Welcome back to the Adobe Experience Platform (AEP) education series. In our last blog post, How Adobe Experience Platform Drives Data Transformation, we reviewed how data transformation can help drive CDP adoption.
Customer data platforms (CDP) have allowed marketers to gain a unified view of a customer across online (digital interactions) and offline interactions. CDPs allow for the ingestion of large and small datasets to build a unified view of the customer. Bringing these datasets from different data sources (data warehouse, digital analytics, point of sale, decision interaction tools) is not always a turnkey solution.
Bringing data into the CDP without any transformation may work in some scenarios, but as noted in the report, A Collection of CDP Fails: 5 Stories to Learn From, a CDP should not be viewed as CRM replacement nor a database. Instead, it is a collection of capabilities. Merkle’s view of data into a CDP solution is what we refer to as data fabric. The data fabric is comprised of three layers: data lake, conformed layer, and the consumption layer.
As noted in the image below, the data lake is the initial layer when data is captured in its raw form. Data in this format is typically unstructured but could be structured if coming from a CRM platform. CDPs offer a data lake for consumption of data that can pull data into this layer. If a CDP does not have a data lake offering, one might consider leaving this raw data within their own data lake.

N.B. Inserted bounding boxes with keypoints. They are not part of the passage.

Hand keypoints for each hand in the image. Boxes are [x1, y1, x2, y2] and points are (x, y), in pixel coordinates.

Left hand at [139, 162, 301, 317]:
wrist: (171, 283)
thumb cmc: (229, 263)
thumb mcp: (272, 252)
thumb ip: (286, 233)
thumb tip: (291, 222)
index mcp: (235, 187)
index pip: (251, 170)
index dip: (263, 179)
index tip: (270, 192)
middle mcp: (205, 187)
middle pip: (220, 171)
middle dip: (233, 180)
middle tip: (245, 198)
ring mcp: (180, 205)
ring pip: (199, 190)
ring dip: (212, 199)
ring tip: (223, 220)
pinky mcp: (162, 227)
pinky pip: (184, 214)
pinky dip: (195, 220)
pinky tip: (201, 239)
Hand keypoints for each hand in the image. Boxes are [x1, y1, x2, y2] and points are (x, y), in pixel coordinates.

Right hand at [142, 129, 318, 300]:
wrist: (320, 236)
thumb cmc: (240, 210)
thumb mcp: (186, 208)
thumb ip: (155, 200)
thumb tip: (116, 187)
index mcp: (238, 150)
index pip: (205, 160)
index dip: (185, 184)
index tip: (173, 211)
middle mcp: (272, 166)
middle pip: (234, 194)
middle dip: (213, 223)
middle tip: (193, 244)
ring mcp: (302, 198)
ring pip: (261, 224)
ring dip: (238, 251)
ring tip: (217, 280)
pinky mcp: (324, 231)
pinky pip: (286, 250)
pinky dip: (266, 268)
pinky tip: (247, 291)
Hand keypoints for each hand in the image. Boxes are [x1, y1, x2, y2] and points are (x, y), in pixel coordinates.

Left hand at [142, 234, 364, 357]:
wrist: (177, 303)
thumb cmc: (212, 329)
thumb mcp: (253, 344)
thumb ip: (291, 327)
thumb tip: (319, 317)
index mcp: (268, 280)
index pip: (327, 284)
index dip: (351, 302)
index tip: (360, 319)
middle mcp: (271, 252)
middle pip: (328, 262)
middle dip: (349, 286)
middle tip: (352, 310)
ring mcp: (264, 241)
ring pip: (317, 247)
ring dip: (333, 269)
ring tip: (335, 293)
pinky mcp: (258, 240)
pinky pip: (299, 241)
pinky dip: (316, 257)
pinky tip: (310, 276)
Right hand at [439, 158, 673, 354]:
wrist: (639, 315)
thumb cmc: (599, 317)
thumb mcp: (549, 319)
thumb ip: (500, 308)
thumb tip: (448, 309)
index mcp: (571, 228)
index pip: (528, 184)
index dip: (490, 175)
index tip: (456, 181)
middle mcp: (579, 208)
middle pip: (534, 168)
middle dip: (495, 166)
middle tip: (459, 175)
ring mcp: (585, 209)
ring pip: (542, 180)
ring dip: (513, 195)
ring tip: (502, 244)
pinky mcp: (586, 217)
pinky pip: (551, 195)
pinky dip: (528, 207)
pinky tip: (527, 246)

The second layer of data fabric is the conform layer. Data in this layer is conformed to common data definitions. The conform layer is used to create a common data layer from the raw data layer. Conform objects can be address standardization or customer purchase standardization from different sources in the raw data layer. As an example, within an Adobe Experience Platform (AEP) CDP deployment, the query service can be used to create common data definitions.

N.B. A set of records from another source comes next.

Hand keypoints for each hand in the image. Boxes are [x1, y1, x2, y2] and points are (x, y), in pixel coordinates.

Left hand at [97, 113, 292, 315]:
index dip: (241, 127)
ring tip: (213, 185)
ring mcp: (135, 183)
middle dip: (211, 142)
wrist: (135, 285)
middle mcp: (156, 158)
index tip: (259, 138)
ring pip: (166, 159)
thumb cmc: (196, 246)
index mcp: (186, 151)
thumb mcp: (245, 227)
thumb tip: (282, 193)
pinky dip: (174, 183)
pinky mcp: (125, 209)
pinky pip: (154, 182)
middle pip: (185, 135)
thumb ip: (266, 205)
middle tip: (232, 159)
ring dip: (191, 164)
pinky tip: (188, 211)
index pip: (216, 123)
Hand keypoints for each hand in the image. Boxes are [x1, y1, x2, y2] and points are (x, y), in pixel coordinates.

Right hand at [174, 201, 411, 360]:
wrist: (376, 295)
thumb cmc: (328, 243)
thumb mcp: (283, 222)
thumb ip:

Lastly, is the consumption layer. This layer is what marketers will be interfacing with and creating audiences from within the CDP. This layer will display data which may have certain data rules applied for the customer’s unified profile, for example, average transactions over the past year. Oftentimes, this customer-focused view of data is overlooked which can lead to unrealized technical debt within a CDP implementation.
In conclusion, bringing your data from source systems can be achieved within CDP platforms however, your first-party data in from both structured and unstructured data sources is not always a straightforward source table to CDP data ingest mapping. Moving into a data design format to ingest data from a consumption layer will allow for faster realization of use cases.